Le second épisode des aventures de Choc est en pré-publication dans Spirou magazine depuis quelques semaines. Retour sur le premier opus signant le retour de l’ennemi juré de Tif et Tondu dans un diptyque sombre et violent écrit et dessiné par Colman et Maltaite : Les Fantômes de Knightgrave.
En avril 1984, la couverture du numéro 2400 de Spirou magazine marquait le retour de l’emblématique Monsieur Choc avec cette accroche « Attendez-vous à un Choc ! ». Trente ans après sa dernière (ré)apparition, Colman et Maltaite ressuscitent le légendaire et énigmatique méchant de papier.
Génie du crime, alter ego machiavélique, simple faire-valoir ou figure antithétique du héros, le méchant de fiction exerce depuis toujours fascination et intérêt. Parce qu’il est l’ennemi du bien, de l’ordre établi (souvent incarnés par le « gentil »), le « vilain » (mot emprunté aux comics) incarne le mal dans une conception assez manichéenne des rapports au monde. En bande dessinée, la liste des pires ennemis est d’ailleurs (presque) aussi longue que celle des protagonistes (au sens théâtral du terme) : Olrik (Blake et Mortimer), Axel Borg (Lefranc), Rastapopoulos (Tintin), Zantafio et Zorglub (Spirou et Fantasio), L’Ombre jaune (Bob Morane)… Les destins de ces personnages que tout oppose sont extraordinairement liés, pour ne pas dire fraternels. Maintes fois défaits, vaincus voire emprisonnés, les Olrik, Iznogoud et autres Dalton n’ont eu de cesse de croiser la route de Blake et Mortimer, Haroun El Poussah ou Lucky Luke. Sans l’énigmatique Choc et son heaume rutilant, Tif et Tondu n’auraient peut-être pas eu la même destinée. On pourrait même croire que le héros ne doive son existence – sinon sa survie – qu’aux multiples récurrences de son ennemi juré. Car si les héros ne meurent jamais, l’une des caractéristiques des méchants est bien de devoir renaître ad vitam aeternam.

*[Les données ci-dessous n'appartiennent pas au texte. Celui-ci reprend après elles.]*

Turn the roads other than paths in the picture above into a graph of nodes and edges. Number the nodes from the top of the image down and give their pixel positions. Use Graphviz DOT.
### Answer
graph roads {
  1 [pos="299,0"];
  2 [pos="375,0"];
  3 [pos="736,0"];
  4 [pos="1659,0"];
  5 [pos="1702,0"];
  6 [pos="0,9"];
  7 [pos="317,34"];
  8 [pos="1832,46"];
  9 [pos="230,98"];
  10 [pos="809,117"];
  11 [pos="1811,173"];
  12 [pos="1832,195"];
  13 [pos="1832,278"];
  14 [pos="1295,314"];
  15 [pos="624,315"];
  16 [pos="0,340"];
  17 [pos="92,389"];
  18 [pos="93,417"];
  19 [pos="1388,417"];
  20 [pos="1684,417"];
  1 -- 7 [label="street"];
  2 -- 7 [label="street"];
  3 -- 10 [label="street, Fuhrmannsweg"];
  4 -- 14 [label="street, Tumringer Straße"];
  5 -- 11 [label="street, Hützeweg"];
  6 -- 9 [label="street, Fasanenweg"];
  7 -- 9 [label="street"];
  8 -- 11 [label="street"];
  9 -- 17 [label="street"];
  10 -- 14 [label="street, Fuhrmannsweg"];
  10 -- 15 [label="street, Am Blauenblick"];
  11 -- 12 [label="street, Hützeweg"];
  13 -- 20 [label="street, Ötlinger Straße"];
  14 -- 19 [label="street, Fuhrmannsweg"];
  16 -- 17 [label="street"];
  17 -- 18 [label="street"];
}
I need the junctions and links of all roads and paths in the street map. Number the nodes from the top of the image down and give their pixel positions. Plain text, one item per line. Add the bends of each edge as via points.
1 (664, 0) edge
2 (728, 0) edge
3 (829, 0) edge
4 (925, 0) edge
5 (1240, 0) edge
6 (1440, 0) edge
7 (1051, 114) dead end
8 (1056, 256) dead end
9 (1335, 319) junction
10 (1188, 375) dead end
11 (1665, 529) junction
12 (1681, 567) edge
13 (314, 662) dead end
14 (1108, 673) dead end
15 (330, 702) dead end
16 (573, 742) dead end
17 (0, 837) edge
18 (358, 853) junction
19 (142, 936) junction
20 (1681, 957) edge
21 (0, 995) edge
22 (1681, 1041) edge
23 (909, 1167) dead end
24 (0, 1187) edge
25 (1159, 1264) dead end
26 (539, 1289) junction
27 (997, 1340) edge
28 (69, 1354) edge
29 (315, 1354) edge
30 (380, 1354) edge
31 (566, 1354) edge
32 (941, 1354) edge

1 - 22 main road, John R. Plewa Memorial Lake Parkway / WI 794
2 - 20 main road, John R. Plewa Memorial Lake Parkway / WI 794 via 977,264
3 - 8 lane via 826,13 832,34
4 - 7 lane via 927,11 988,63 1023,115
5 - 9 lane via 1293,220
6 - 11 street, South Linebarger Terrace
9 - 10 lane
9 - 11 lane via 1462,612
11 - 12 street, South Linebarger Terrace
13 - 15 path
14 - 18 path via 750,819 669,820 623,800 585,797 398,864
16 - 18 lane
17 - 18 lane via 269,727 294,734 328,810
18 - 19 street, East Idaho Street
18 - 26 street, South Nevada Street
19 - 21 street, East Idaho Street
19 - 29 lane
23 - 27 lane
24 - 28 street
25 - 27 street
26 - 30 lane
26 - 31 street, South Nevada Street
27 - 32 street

Avec Les Fantômes de Knightgrave, ce nouveau retour de Choc prend toutefois une tout autre dimension : Colman et Maltaite propulsent au premier plan un des plus célèbres vilains sans visage de la bande dessinée franco-belge et lèvent un certain nombre de voiles sur les origines du chef de la main blanche. Un retour aux sources qui promet un nouveau voyage, à rebours, dans les pas d’un méchant que l’on découvre né d’une mère française et d’un père soldat anglais pendant la première Guerre Mondiale ; on suit sa jeunesse malheureuse dans une Angleterre s’enfonçant dans la dépression et les grèves, en butte à l’autorité et à la rigidité de la société anglaise post-Edouardienne. Le mythe peut alors prendre corps.


Si le mystère qui entourait le personnage dans la série originelle (son identité secrète, sa cruauté, sa capacité à disparaître et à refaire surface en toute impunité…) s’estompe quelque peu, il apparaît que le bandit froid et sans scrupule des aventures de Tif et Tondu gagne en intensité dramatique, en épaisseur. Et quitte le banc des méchants de papier qui n’ont d’existence que par leur antagonisme avec le « vrai » héros pour jouer (enfin) les premiers rôles.
Maltaite & Colman, Choc, Les Fantômes de Knightgrave (1ère partie), Dupuis, 88 pages couleur, 16 € 50. Seconde partie à paraître en 2016.